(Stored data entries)
________________________

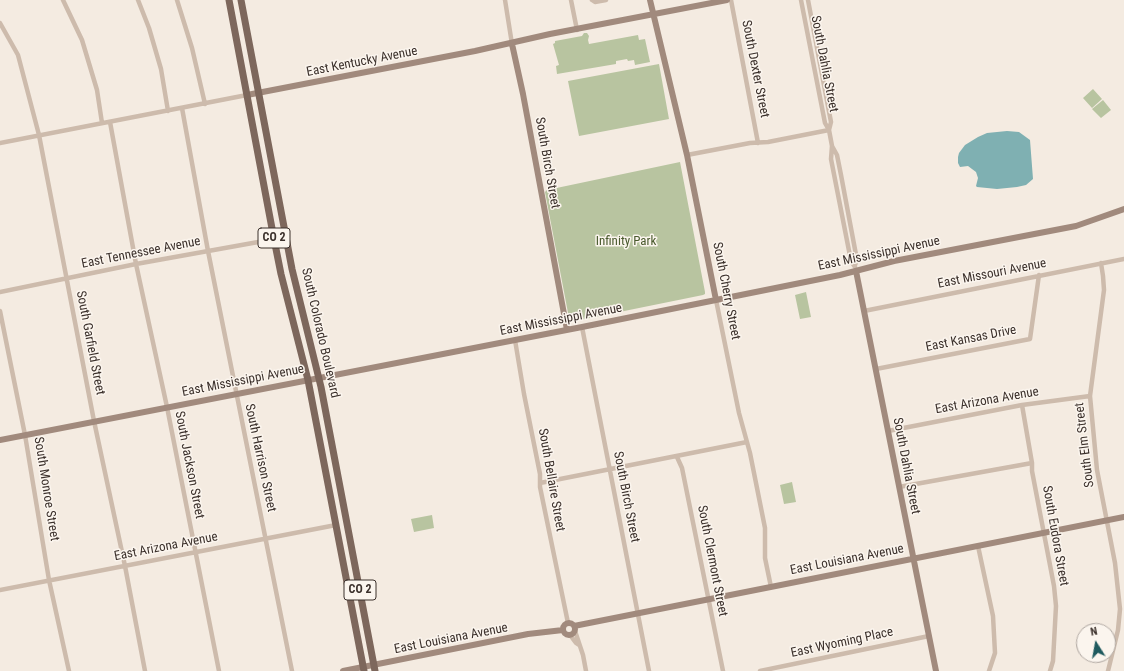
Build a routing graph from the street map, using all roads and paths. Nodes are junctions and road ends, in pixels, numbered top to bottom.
1 (63, 0) edge
2 (138, 0) edge
3 (177, 0) edge
4 (229, 0) edge
5 (241, 0) edge
6 (505, 0) edge
7 (571, 0) edge
8 (592, 0) edge
9 (606, 0) edge
10 (650, 0) edge
11 (727, 0) edge
12 (731, 0) edge
13 (801, 0) edge
14 (808, 0) edge
15 (653, 15) junction
16 (0, 23) edge
17 (577, 30) junction
18 (512, 44) junction
19 (259, 93) junction
20 (247, 95) junction
21 (205, 104) junction
22 (182, 108) junction
23 (168, 111) junction
24 (110, 122) junction
25 (102, 123) junction
26 (829, 130) junction
27 (39, 135) junction
28 (0, 143) edge
29 (758, 143) junction
30 (687, 155) junction
31 (1124, 209) edge
32 (286, 237) junction
33 (274, 239) junction
34 (208, 251) junction
35 (1124, 259) edge
36 (1101, 263) junction
37 (136, 264) junction
38 (855, 268) junction
39 (1039, 275) junction
40 (67, 279) junction
41 (0, 292) edge
42 (716, 300) junction
43 (0, 311) edge
44 (864, 311) junction
45 (582, 327) junction
46 (568, 330) junction
47 (515, 340) junction
48 (876, 369) junction
49 (319, 378) junction
50 (308, 380) junction
51 (236, 394) junction
52 (1090, 396) junction
53 (1022, 405) junction
54 (167, 407) junction
55 (94, 422) junction
56 (888, 431) junction
57 (25, 435) junction
58 (0, 440) edge
59 (747, 442) junction
60 (676, 457) junction
61 (1032, 462) junction
62 (610, 469) junction
63 (540, 483) junction
64 (899, 487) junction
65 (1124, 517) edge
66 (1107, 520) junction
67 (336, 525) junction
68 (1044, 532) junction
69 (266, 539) junction
70 (978, 546) junction
71 (195, 552) junction
72 (914, 558) junction
73 (125, 566) junction
74 (49, 580) junction
75 (771, 587) junction
76 (0, 590) edge
77 (708, 599) junction
78 (638, 613) junction
79 (572, 629) junction
80 (929, 636) junction
81 (374, 668) edge
82 (363, 669) edge
83 (69, 671) edge
84 (145, 671) edge
85 (218, 671) edge
86 (292, 671) edge
87 (343, 671) edge
88 (586, 671) edge
89 (649, 671) edge
90 (723, 671) edge
91 (760, 671) edge
92 (936, 671) edge
93 (989, 671) edge
94 (1050, 671) edge
95 (1108, 671) edge

1 - 25 street
2 - 23 street
3 - 21 street
4 - 20 main road, South Colorado Boulevard / CO 2
5 - 19 main road, South Colorado Boulevard / CO 2
6 - 18 street, South Birch Street
7 - 17 street
8 - 9 street
10 - 15 street, South Cherry Street
11 - 15 street, East Kentucky Avenue
12 - 29 street, South Dexter Street
13 - 26 street, South Dahlia Street
14 - 26 street, South Dahlia Street
15 - 17 street, East Kentucky Avenue
15 - 30 street, South Cherry Street
16 - 27 street, South Garfield Street
17 - 18 street, East Kentucky Avenue
18 - 19 street, East Kentucky Avenue
18 - 46 street, South Birch Street
19 - 20 street, East Kentucky Avenue
19 - 32 main road, South Colorado Boulevard / CO 2
20 - 21 street, East Kentucky Avenue
20 - 33 main road, South Colorado Boulevard / CO 2
21 - 22 street, East Kentucky Avenue
22 - 23 street, East Kentucky Avenue
22 - 34 street, South Harrison Street
23 - 24 street, East Kentucky Avenue
24 - 25 street, East Kentucky Avenue
24 - 37 street, South Jackson Street
25 - 27 street, East Kentucky Avenue
26 - 29 street
26 - 38 street, South Dahlia Street
27 - 28 street, East Kentucky Avenue
27 - 40 street, South Garfield Street
29 - 30 street
30 - 42 street, South Cherry Street
31 - 38 street, East Mississippi Avenue
32 - 33 street, East Tennessee Avenue
32 - 49 main road, South Colorado Boulevard / CO 2
33 - 34 street, East Tennessee Avenue
33 - 50 main road, South Colorado Boulevard / CO 2
34 - 37 street, East Tennessee Avenue
34 - 51 street, South Harrison Street
35 - 36 street, East Missouri Avenue
36 - 39 street, East Missouri Avenue
36 - 52 street, South Elm Street
37 - 40 street, East Tennessee Avenue
37 - 54 street, South Jackson Street
38 - 42 street, East Mississippi Avenue
38 - 44 street, South Dahlia Street
39 - 44 street, East Missouri Avenue
39 - 48 street, East Kansas Drive
40 - 41 street, East Tennessee Avenue
40 - 55 street, South Garfield Street
42 - 45 street, East Mississippi Avenue
42 - 59 street, South Cherry Street
43 - 57 street, South Monroe Street
44 - 48 street, South Dahlia Street
45 - 46 street, East Mississippi Avenue
45 - 62 street, South Birch Street
46 - 47 street, East Mississippi Avenue
47 - 49 street, East Mississippi Avenue
47 - 63 street, South Bellaire Street
48 - 56 street, South Dahlia Street
49 - 50 street, East Mississippi Avenue
49 - 81 main road, South Colorado Boulevard / CO 2
50 - 51 street, East Mississippi Avenue
50 - 67 main road, South Colorado Boulevard / CO 2
51 - 54 street, East Mississippi Avenue
51 - 69 street, South Harrison Street
52 - 53 street, East Arizona Avenue
52 - 66 street, South Elm Street
53 - 56 street, East Arizona Avenue
53 - 61 street, South Eudora Street
54 - 55 street, East Mississippi Avenue
54 - 71 street, South Jackson Street
55 - 57 street, East Mississippi Avenue
55 - 73 street, South Garfield Street
56 - 64 street, South Dahlia Street
57 - 58 street, East Mississippi Avenue
57 - 74 street, South Monroe Street
59 - 60 street
59 - 75 street, South Cherry Street
60 - 62 street
60 - 77 street, South Clermont Street
61 - 64 street
61 - 68 street, South Eudora Street
62 - 63 street
62 - 78 street, South Birch Street
63 - 79 street, South Bellaire Street
64 - 72 street, South Dahlia Street
65 - 66 street, East Louisiana Avenue
66 - 68 street, East Louisiana Avenue
66 - 95 street, South Elm Street
67 - 69 street, East Arizona Avenue
67 - 82 main road, South Colorado Boulevard / CO 2
68 - 70 street, East Louisiana Avenue
68 - 94 street, South Eudora Street
69 - 71 street, East Arizona Avenue
69 - 86 street, South Harrison Street
70 - 72 street, East Louisiana Avenue
70 - 93 street
71 - 73 street, East Arizona Avenue
71 - 85 street, South Jackson Street
72 - 75 street, East Louisiana Avenue
72 - 80 street, South Dahlia Street
73 - 74 street, East Arizona Avenue
73 - 84 street, South Garfield Street
74 - 76 street, East Arizona Avenue
74 - 83 street, South Monroe Street
75 - 77 street, East Louisiana Avenue
77 - 78 street, East Louisiana Avenue
77 - 90 street, South Clermont Street
78 - 79 street, East Louisiana Avenue
78 - 89 street, South Birch Street
79 - 81 street, East Louisiana Avenue
79 - 88 street
80 - 91 street, East Wyoming Place
80 - 92 street, South Dahlia Street
81 - 82 street, East Louisiana Avenue
82 - 87 street, East Louisiana Avenue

________________________

▶ [DESCRIPTION OF THE TASK]:
Once the pictures are removed, print all the remaining data exactly as it stands.

▶ [RESPONSE TO THE TASK]:
Build a routing graph from the street map, using all roads and paths. Nodes are junctions and road ends, in pixels, numbered top to bottom.
1 (63, 0) edge
2 (138, 0) edge
3 (177, 0) edge
4 (229, 0) edge
5 (241, 0) edge
6 (505, 0) edge
7 (571, 0) edge
8 (592, 0) edge
9 (606, 0) edge
10 (650, 0) edge
11 (727, 0) edge
12 (731, 0) edge
13 (801, 0) edge
14 (808, 0) edge
15 (653, 15) junction
16 (0, 23) edge
17 (577, 30) junction
18 (512, 44) junction
19 (259, 93) junction
20 (247, 95) junction
21 (205, 104) junction
22 (182, 108) junction
23 (168, 111) junction
24 (110, 122) junction
25 (102, 123) junction
26 (829, 130) junction
27 (39, 135) junction
28 (0, 143) edge
29 (758, 143) junction
30 (687, 155) junction
31 (1124, 209) edge
32 (286, 237) junction
33 (274, 239) junction
34 (208, 251) junction
35 (1124, 259) edge
36 (1101, 263) junction
37 (136, 264) junction
38 (855, 268) junction
39 (1039, 275) junction
40 (67, 279) junction
41 (0, 292) edge
42 (716, 300) junction
43 (0, 311) edge
44 (864, 311) junction
45 (582, 327) junction
46 (568, 330) junction
47 (515, 340) junction
48 (876, 369) junction
49 (319, 378) junction
50 (308, 380) junction
51 (236, 394) junction
52 (1090, 396) junction
53 (1022, 405) junction
54 (167, 407) junction
55 (94, 422) junction
56 (888, 431) junction
57 (25, 435) junction
58 (0, 440) edge
59 (747, 442) junction
60 (676, 457) junction
61 (1032, 462) junction
62 (610, 469) junction
63 (540, 483) junction
64 (899, 487) junction
65 (1124, 517) edge
66 (1107, 520) junction
67 (336, 525) junction
68 (1044, 532) junction
69 (266, 539) junction
70 (978, 546) junction
71 (195, 552) junction
72 (914, 558) junction
73 (125, 566) junction
74 (49, 580) junction
75 (771, 587) junction
76 (0, 590) edge
77 (708, 599) junction
78 (638, 613) junction
79 (572, 629) junction
80 (929, 636) junction
81 (374, 668) edge
82 (363, 669) edge
83 (69, 671) edge
84 (145, 671) edge
85 (218, 671) edge
86 (292, 671) edge
87 (343, 671) edge
88 (586, 671) edge
89 (649, 671) edge
90 (723, 671) edge
91 (760, 671) edge
92 (936, 671) edge
93 (989, 671) edge
94 (1050, 671) edge
95 (1108, 671) edge

1 - 25 street
2 - 23 street
3 - 21 street
4 - 20 main road, South Colorado Boulevard / CO 2
5 - 19 main road, South Colorado Boulevard / CO 2
6 - 18 street, South Birch Street
7 - 17 street
8 - 9 street
10 - 15 street, South Cherry Street
11 - 15 street, East Kentucky Avenue
12 - 29 street, South Dexter Street
13 - 26 street, South Dahlia Street
14 - 26 street, South Dahlia Street
15 - 17 street, East Kentucky Avenue
15 - 30 street, South Cherry Street
16 - 27 street, South Garfield Street
17 - 18 street, East Kentucky Avenue
18 - 19 street, East Kentucky Avenue
18 - 46 street, South Birch Street
19 - 20 street, East Kentucky Avenue
19 - 32 main road, South Colorado Boulevard / CO 2
20 - 21 street, East Kentucky Avenue
20 - 33 main road, South Colorado Boulevard / CO 2
21 - 22 street, East Kentucky Avenue
22 - 23 street, East Kentucky Avenue
22 - 34 street, South Harrison Street
23 - 24 street, East Kentucky Avenue
24 - 25 street, East Kentucky Avenue
24 - 37 street, South Jackson Street
25 - 27 street, East Kentucky Avenue
26 - 29 street
26 - 38 street, South Dahlia Street
27 - 28 street, East Kentucky Avenue
27 - 40 street, South Garfield Street
29 - 30 street
30 - 42 street, South Cherry Street
31 - 38 street, East Mississippi Avenue
32 - 33 street, East Tennessee Avenue
32 - 49 main road, South Colorado Boulevard / CO 2
33 - 34 street, East Tennessee Avenue
33 - 50 main road, South Colorado Boulevard / CO 2
34 - 37 street, East Tennessee Avenue
34 - 51 street, South Harrison Street
35 - 36 street, East Missouri Avenue
36 - 39 street, East Missouri Avenue
36 - 52 street, South Elm Street
37 - 40 street, East Tennessee Avenue
37 - 54 street, South Jackson Street
38 - 42 street, East Mississippi Avenue
38 - 44 street, South Dahlia Street
39 - 44 street, East Missouri Avenue
39 - 48 street, East Kansas Drive
40 - 41 street, East Tennessee Avenue
40 - 55 street, South Garfield Street
42 - 45 street, East Mississippi Avenue
42 - 59 street, South Cherry Street
43 - 57 street, South Monroe Street
44 - 48 street, South Dahlia Street
45 - 46 street, East Mississippi Avenue
45 - 62 street, South Birch Street
46 - 47 street, East Mississippi Avenue
47 - 49 street, East Mississippi Avenue
47 - 63 street, South Bellaire Street
48 - 56 street, South Dahlia Street
49 - 50 street, East Mississippi Avenue
49 - 81 main road, South Colorado Boulevard / CO 2
50 - 51 street, East Mississippi Avenue
50 - 67 main road, South Colorado Boulevard / CO 2
51 - 54 street, East Mississippi Avenue
51 - 69 street, South Harrison Street
52 - 53 street, East Arizona Avenue
52 - 66 street, South Elm Street
53 - 56 street, East Arizona Avenue
53 - 61 street, South Eudora Street
54 - 55 street, East Mississippi Avenue
54 - 71 street, South Jackson Street
55 - 57 street, East Mississippi Avenue
55 - 73 street, South Garfield Street
56 - 64 street, South Dahlia Street
57 - 58 street, East Mississippi Avenue
57 - 74 street, South Monroe Street
59 - 60 street
59 - 75 street, South Cherry Street
60 - 62 street
60 - 77 street, South Clermont Street
61 - 64 street
61 - 68 street, South Eudora Street
62 - 63 street
62 - 78 street, South Birch Street
63 - 79 street, South Bellaire Street
64 - 72 street, South Dahlia Street
65 - 66 street, East Louisiana Avenue
66 - 68 street, East Louisiana Avenue
66 - 95 street, South Elm Street
67 - 69 street, East Arizona Avenue
67 - 82 main road, South Colorado Boulevard / CO 2
68 - 70 street, East Louisiana Avenue
68 - 94 street, South Eudora Street
69 - 71 street, East Arizona Avenue
69 - 86 street, South Harrison Street
70 - 72 street, East Louisiana Avenue
70 - 93 street
71 - 73 street, East Arizona Avenue
71 - 85 street, South Jackson Street
72 - 75 street, East Louisiana Avenue
72 - 80 street, South Dahlia Street
73 - 74 street, East Arizona Avenue
73 - 84 street, South Garfield Street
74 - 76 street, East Arizona Avenue
74 - 83 street, South Monroe Street
75 - 77 street, East Louisiana Avenue
77 - 78 street, East Louisiana Avenue
77 - 90 street, South Clermont Street
78 - 79 street, East Louisiana Avenue
78 - 89 street, South Birch Street
79 - 81 street, East Louisiana Avenue
79 - 88 street
80 - 91 street, East Wyoming Place
80 - 92 street, South Dahlia Street
81 - 82 street, East Louisiana Avenue
82 - 87 street, East Louisiana Avenue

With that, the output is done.